How the average amount of HTM investments held, as well as how the average amount of AFS investments held, has changed during the sample period.

a.Perform this analysis for all banks and then separately for large banks and for small banks.

b.Show each analysis separately.

3.Include trend lines.

2.Develop a data visualizations that provide an analysis of the

following: – How the composition of banks’ investment portfolios has changed during the sample period. In particular, how the percentage of AFS and HTM investments that banks have classified as HTM (i.e., HTM percentage) has changed during the sample period.

a.Show the analysis separately for all banks and together for large banks and small banks.
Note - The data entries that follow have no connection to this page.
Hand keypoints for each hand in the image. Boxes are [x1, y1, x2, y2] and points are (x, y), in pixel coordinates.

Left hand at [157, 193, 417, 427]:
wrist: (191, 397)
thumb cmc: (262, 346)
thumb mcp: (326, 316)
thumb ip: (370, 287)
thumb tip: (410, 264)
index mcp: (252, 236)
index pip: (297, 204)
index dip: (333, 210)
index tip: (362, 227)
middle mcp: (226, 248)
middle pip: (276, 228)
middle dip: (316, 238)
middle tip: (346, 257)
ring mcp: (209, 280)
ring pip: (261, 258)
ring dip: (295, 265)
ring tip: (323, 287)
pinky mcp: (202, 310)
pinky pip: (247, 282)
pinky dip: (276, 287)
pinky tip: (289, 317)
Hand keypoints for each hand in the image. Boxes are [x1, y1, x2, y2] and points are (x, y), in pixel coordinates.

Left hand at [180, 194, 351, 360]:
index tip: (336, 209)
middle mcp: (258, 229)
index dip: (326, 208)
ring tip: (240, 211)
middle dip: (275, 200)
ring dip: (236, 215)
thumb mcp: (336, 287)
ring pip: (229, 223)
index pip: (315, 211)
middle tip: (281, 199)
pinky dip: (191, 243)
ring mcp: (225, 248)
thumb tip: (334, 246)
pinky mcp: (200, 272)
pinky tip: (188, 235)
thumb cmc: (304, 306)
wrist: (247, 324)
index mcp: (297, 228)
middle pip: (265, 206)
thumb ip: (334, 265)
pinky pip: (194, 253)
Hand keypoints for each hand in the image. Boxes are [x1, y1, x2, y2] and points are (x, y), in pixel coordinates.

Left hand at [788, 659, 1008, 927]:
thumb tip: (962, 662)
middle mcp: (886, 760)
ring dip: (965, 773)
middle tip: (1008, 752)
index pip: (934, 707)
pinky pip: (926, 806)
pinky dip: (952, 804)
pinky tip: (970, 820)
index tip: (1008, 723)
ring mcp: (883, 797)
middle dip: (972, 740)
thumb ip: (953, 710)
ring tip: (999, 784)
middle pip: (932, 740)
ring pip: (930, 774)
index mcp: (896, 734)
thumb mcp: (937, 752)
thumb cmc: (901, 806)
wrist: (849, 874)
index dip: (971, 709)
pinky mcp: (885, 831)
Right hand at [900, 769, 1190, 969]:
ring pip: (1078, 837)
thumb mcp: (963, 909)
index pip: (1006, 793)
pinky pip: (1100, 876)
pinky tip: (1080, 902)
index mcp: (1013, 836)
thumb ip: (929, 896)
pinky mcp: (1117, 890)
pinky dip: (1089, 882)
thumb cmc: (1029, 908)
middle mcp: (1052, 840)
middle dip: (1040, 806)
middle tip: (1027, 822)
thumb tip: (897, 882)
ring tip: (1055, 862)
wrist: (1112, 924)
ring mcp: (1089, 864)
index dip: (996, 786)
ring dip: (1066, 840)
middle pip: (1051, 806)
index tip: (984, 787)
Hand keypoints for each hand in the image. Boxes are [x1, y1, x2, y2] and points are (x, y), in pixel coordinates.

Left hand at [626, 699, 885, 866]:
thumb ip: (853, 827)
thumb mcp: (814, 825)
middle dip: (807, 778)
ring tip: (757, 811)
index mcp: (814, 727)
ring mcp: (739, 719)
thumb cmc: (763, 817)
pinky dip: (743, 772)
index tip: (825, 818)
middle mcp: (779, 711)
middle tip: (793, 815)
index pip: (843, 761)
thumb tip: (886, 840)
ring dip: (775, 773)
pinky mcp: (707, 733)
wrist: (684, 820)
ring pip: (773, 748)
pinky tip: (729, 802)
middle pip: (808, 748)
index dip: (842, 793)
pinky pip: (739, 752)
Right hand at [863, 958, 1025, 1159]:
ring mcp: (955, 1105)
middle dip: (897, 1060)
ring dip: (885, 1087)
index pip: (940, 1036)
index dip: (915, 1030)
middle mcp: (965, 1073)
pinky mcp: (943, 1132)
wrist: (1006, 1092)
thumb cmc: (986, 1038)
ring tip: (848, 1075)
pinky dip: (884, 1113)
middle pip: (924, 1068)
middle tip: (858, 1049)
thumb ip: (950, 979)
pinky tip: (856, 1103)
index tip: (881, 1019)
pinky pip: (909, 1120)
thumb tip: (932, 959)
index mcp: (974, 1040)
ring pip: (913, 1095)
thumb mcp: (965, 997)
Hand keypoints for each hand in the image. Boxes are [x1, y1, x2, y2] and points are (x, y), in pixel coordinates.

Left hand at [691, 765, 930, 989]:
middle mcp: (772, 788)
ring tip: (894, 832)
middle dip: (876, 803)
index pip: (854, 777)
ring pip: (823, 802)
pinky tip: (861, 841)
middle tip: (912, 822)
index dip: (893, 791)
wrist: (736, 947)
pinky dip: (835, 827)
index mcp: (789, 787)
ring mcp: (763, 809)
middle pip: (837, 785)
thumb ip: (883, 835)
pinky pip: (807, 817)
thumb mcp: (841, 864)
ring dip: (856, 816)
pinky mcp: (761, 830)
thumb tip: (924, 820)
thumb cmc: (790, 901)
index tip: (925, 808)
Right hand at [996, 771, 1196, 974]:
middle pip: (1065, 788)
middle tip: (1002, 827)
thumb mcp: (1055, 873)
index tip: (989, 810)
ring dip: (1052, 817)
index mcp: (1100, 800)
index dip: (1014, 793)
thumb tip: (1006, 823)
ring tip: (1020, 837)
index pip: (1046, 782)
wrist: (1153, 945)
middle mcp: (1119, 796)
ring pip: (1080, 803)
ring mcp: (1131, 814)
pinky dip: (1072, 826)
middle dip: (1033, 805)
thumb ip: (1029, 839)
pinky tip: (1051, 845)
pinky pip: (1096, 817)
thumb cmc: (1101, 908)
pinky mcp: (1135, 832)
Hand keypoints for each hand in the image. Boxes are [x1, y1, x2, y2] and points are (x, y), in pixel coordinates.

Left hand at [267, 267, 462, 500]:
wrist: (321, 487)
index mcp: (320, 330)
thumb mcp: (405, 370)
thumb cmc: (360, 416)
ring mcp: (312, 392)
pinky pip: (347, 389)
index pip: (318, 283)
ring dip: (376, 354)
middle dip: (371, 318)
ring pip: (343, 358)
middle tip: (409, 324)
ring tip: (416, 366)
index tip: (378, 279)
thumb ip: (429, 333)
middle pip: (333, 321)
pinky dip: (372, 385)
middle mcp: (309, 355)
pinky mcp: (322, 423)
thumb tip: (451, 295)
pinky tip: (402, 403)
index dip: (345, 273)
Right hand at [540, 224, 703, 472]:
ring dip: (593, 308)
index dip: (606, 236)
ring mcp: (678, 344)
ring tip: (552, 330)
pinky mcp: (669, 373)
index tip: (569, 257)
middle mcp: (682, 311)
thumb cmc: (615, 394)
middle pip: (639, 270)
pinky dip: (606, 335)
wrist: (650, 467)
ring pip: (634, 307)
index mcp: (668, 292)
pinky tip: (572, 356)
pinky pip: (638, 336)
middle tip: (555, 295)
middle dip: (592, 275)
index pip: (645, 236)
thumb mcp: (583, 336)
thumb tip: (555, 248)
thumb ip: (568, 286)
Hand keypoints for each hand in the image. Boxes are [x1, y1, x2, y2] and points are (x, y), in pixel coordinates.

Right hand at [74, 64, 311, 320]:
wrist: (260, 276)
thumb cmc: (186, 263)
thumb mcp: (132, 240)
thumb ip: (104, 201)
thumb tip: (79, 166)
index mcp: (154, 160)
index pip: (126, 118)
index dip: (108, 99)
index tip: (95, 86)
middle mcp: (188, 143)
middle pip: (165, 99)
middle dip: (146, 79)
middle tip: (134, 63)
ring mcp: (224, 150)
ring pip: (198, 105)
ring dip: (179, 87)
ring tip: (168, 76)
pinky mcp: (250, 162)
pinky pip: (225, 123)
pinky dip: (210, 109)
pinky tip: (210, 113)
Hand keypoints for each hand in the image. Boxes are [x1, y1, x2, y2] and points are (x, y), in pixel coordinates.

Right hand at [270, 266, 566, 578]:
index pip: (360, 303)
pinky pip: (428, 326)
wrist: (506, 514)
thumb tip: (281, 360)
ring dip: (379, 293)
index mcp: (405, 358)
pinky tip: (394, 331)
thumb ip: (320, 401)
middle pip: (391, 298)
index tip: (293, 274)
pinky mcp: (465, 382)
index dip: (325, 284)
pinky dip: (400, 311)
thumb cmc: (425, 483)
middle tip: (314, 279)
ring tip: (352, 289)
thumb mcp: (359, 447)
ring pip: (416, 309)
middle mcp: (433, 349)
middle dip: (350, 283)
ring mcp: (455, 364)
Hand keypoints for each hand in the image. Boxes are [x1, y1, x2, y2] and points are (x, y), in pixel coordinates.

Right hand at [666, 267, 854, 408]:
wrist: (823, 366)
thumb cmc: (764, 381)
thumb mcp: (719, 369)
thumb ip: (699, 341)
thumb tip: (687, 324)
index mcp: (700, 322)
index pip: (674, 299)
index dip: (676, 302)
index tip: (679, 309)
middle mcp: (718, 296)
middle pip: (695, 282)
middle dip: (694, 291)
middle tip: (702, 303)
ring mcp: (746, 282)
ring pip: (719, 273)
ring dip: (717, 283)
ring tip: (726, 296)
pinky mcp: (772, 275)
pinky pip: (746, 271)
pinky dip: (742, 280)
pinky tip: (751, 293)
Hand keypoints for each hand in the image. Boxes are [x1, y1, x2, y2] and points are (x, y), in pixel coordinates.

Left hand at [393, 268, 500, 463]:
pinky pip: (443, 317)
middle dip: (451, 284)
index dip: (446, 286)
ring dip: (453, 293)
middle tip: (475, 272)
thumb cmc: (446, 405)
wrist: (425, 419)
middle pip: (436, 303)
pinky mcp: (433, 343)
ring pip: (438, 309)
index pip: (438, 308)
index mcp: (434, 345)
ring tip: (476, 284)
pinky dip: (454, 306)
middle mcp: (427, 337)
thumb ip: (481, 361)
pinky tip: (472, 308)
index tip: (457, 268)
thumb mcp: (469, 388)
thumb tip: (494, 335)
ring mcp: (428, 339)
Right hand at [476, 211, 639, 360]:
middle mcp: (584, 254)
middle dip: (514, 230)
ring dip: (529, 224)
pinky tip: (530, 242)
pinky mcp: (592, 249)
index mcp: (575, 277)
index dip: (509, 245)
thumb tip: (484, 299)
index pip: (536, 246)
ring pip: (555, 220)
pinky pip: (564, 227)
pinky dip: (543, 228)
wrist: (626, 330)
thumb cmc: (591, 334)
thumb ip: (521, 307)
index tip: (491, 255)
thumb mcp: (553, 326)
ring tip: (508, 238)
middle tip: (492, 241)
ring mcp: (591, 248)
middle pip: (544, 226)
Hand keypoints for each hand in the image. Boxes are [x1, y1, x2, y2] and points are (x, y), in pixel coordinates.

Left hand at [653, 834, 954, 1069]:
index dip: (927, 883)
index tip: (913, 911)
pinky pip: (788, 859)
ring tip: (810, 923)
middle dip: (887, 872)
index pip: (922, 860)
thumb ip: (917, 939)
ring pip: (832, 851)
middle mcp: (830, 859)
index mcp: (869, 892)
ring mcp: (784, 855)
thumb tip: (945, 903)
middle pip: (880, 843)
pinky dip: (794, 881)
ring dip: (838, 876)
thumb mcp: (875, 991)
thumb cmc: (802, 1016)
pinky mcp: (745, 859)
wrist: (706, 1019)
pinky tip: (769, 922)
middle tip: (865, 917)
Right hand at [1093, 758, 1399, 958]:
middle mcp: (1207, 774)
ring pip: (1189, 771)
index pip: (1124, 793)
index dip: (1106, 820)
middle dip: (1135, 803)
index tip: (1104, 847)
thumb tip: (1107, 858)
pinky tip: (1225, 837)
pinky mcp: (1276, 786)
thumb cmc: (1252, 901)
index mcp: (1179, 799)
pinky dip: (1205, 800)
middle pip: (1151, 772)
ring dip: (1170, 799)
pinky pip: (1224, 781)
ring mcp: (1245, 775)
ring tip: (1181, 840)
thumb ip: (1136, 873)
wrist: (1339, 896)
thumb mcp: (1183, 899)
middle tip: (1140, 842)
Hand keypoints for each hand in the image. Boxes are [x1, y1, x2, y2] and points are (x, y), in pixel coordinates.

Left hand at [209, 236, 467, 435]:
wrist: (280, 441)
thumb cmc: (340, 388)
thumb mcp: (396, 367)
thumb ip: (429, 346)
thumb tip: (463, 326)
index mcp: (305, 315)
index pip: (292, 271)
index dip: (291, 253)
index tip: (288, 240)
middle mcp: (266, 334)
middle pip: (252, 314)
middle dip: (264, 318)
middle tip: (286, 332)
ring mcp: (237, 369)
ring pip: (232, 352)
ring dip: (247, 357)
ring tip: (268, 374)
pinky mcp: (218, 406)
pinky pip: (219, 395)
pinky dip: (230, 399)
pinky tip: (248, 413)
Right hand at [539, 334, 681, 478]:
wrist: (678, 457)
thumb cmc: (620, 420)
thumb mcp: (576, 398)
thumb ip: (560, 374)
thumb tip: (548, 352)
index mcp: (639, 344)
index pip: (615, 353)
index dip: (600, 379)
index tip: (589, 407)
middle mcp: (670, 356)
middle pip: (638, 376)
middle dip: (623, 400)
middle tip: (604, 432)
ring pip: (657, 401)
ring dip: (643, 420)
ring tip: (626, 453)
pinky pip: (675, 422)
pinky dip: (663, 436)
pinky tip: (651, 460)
Use different colors for each bank population if possible in Excel.

b.Include trend lines.

3.You have been asked to prepare an oral or written presentation (as directed by your instructor), accompanied by the visualizations you have prepared for the Federal Reserve Board to help board members answer the following questions:

1. What are the trends in the average amount of HTM and AFS investments held during the sample period?

2. What are the trends in the composition of banks’ investment portfolios during the sample period? In particular, how did the average HTM percentage change during the sample period?

3. What are the trends at the individual bank level in the change in the HTM percentage of investments held for large banks from 2013 to 2018 (the period after which the change in regulation took place)?